#DYK. Shirley Chisholm: Making History in Service

This Black History Month, we’re highlighting Black individuals who have fought to feed kids. Their stories are part of a movement that for years has recognized the direct relationship between systemic racism and childhood hunger. We hope their stories inspire people to fight childhood hunger and its disproportionate impact on communities of color.

Black woman sitting at a table. Black and white picture

Shirley Chisholm was the first Black woman in Congress and the architect of WIC, a federal program that offers healthy foods for children 0-5 and pregnant women, as well nutrition education, counseling and referrals to local health and welfare agencies.

Growing up in Barbados, her grandmother and her father, a devoted follower of Marcus Garvey, instilled in her a desire to serve. 

“Service is the rent we pay for the privilege of living on this earth. It is the very purpose of life, and not something you do in your spare time,” said Chisholm about her calling.

During her time at Brooklyn College, her professors urged her to consider a political career. Initially, she refused, saying that as a Black woman she had a double handicap, and pursued becoming an educator instead.

While teaching, Chisholm developed an increasing awareness of how politics affected her as a woman and the children she was serving. She decided to become more involved in political organizations, working her way up from stuffing envelopes and writing speeches to become a member of the New York State Legislature

Group of Black men and a women talking by a big table

“If they don't give you a seat at the table, bring a folding chair,” Chisholm said as she embarked on the beginning of her political career.

In 1968, she ran for the US House of Representatives for New York’s 12th Congressional District. Under the slogan “Unbought and Unbossed,” she achieved an upset victory to become the first Black woman in Congress.

She quickly became a prominent figure, earning the nickname Fighting Shirley.

Even though her district was in New York City, she was assigned to the House Agriculture Committee. She still decided to make the best of it, focusing on ensuring kids and families had access to food.

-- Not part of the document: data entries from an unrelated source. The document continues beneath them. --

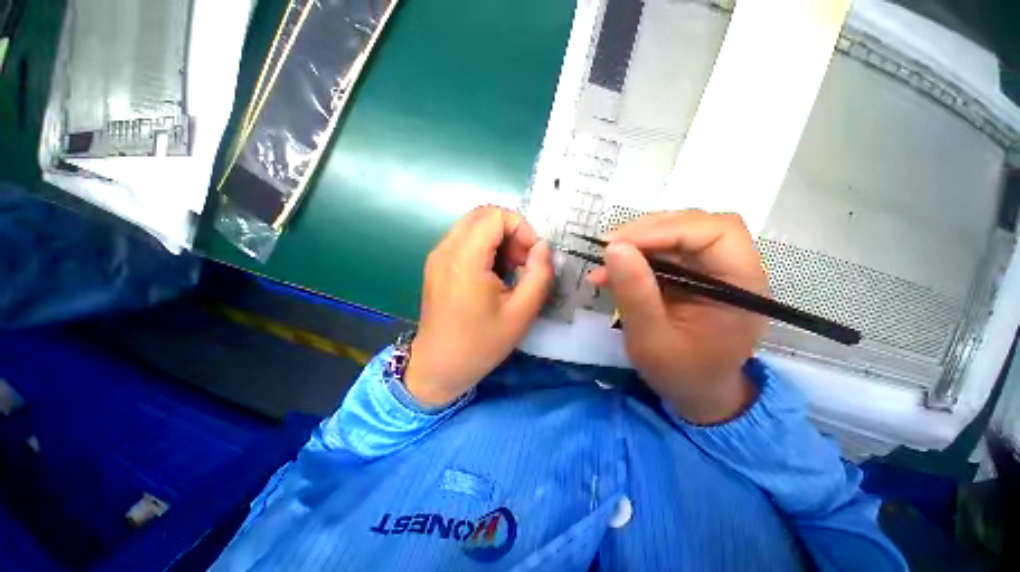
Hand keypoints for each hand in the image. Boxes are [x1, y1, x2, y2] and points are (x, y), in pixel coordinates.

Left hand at [405, 206, 553, 406]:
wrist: (439, 366)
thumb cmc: (481, 344)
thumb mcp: (521, 313)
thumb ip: (539, 274)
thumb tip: (543, 247)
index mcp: (465, 260)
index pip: (494, 216)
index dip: (520, 227)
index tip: (532, 255)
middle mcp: (445, 250)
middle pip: (483, 215)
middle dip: (510, 231)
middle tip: (522, 261)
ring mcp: (437, 256)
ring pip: (474, 226)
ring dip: (498, 240)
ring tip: (510, 270)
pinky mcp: (437, 264)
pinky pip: (465, 240)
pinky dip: (485, 247)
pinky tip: (493, 274)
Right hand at [587, 211, 768, 423]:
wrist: (696, 392)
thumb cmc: (681, 373)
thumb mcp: (651, 338)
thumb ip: (634, 292)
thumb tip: (613, 248)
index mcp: (741, 286)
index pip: (716, 233)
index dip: (667, 229)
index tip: (619, 244)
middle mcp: (734, 269)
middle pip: (697, 225)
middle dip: (648, 230)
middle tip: (609, 247)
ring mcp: (713, 269)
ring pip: (678, 233)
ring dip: (639, 241)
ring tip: (607, 258)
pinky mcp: (694, 274)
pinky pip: (665, 252)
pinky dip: (636, 256)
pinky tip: (612, 271)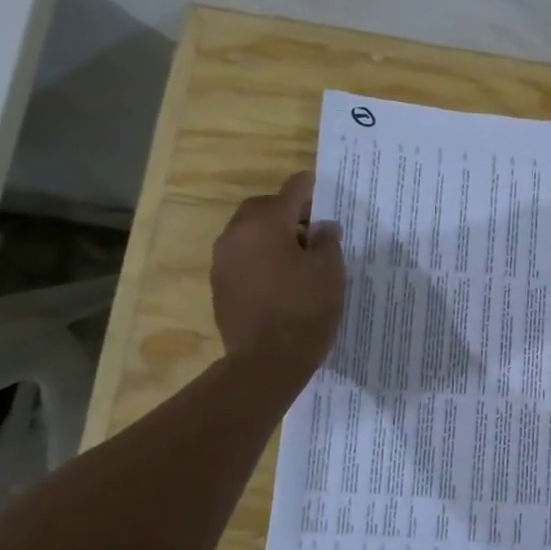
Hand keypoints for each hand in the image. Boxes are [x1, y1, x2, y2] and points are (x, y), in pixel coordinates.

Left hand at [211, 173, 344, 373]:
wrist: (266, 362)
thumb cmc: (305, 310)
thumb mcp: (330, 272)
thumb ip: (327, 241)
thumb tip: (322, 227)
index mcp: (265, 223)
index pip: (291, 191)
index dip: (310, 187)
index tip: (322, 188)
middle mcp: (236, 235)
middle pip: (263, 208)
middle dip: (287, 211)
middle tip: (312, 228)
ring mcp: (223, 262)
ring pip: (249, 233)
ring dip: (271, 235)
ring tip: (297, 255)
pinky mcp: (220, 286)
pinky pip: (242, 258)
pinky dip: (260, 258)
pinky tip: (279, 278)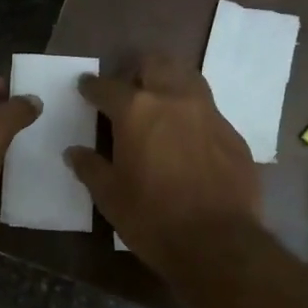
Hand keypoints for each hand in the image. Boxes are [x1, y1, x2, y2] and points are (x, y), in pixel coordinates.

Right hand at [65, 55, 261, 274]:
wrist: (218, 243)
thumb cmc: (152, 218)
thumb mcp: (110, 196)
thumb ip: (91, 167)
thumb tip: (74, 152)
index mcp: (136, 111)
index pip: (107, 86)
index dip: (92, 87)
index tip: (85, 88)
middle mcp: (174, 99)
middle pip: (155, 64)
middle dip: (137, 71)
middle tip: (127, 89)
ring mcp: (209, 113)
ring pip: (188, 78)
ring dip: (169, 83)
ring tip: (159, 103)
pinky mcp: (233, 134)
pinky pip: (208, 111)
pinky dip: (192, 115)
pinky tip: (187, 138)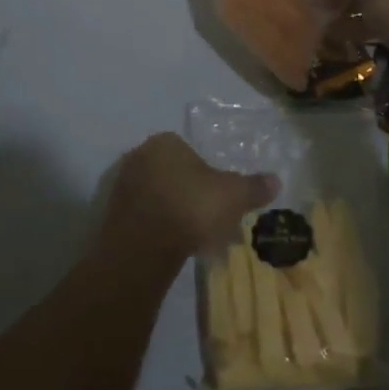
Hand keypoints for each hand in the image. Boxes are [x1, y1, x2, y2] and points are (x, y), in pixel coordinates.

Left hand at [100, 132, 279, 267]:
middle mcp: (139, 155)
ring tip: (192, 236)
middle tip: (208, 217)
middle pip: (172, 172)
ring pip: (156, 194)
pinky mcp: (112, 215)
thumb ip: (254, 186)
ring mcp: (122, 185)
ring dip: (172, 210)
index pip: (189, 151)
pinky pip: (143, 216)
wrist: (143, 247)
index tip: (219, 197)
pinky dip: (157, 227)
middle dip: (189, 192)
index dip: (207, 174)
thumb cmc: (191, 207)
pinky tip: (172, 245)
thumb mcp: (233, 195)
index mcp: (165, 141)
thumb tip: (277, 180)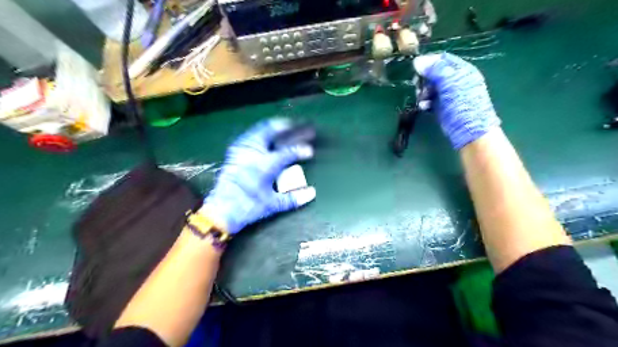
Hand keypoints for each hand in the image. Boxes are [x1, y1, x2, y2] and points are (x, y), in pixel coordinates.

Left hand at [203, 119, 314, 233]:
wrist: (221, 210)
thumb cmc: (248, 207)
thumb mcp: (273, 205)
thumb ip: (293, 198)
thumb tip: (312, 193)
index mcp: (265, 165)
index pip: (288, 152)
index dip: (300, 150)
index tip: (309, 150)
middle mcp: (253, 153)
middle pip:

Chisholm was a staunch advocate for minorities and underprivileged groups. 

She fought tirelessly for the expansion of food assistance programs to all the states, introduced bills to protect domestic workers, was an advocate for improved access to education, fought for the rights of immigrants, and was a founding member of the Congressional Black Caucus

Black woman on a podium with Democratic National Convention sign

In 1972, she also became the first Black person to run for a major party nomination. Even though she didn’t expect to win, she said she hoped her candidacy would "change the face and future of American politics."

During the campaign, Chisholm survived multiple assasination attempts and had to sue to participate in televised debates. She made it all the way to the Democratic convention, losing to George McGovern, but her campaign made a lasting impact.

After serving seven terms in congress, she continued her career as an educator.

She passed away in 2005 and received the posthumous Presidential Medal Award in 2015

“Shirley Chisholm’s example transcends her life,” said President Obama at the award ceremony. “And when asked how she’d like to be remembered, she had an answer: ‘I’d like them to say that Shirley Chisholm had guts.’ And I’m proud to say it: Shirley Chisholm had guts.” 

The legacy of Chisholm’s program continues today. WIC has been an essential lifeline for feeding kids during the pandemic. Last year, your contributions to No Kid Hungry helped us support WIC agencies by awarding over $63,000 in grant support.

We are grateful to Shirley Chisholm for her unwavering support for kids who face hunger, as many still do today. 

As many as 1 in 4 kids in our country may be living with hunger right now because of the pandemic. And in times of crisis and not, communities of color live with disproportionate rates of childhood hunger, with systemic racism a root cause. 

That’s why No Kid Hungry is prioritizing grants and support to these communities. More than two thirds of our emergency grant funds have gone to organizations working primarily in communities of color.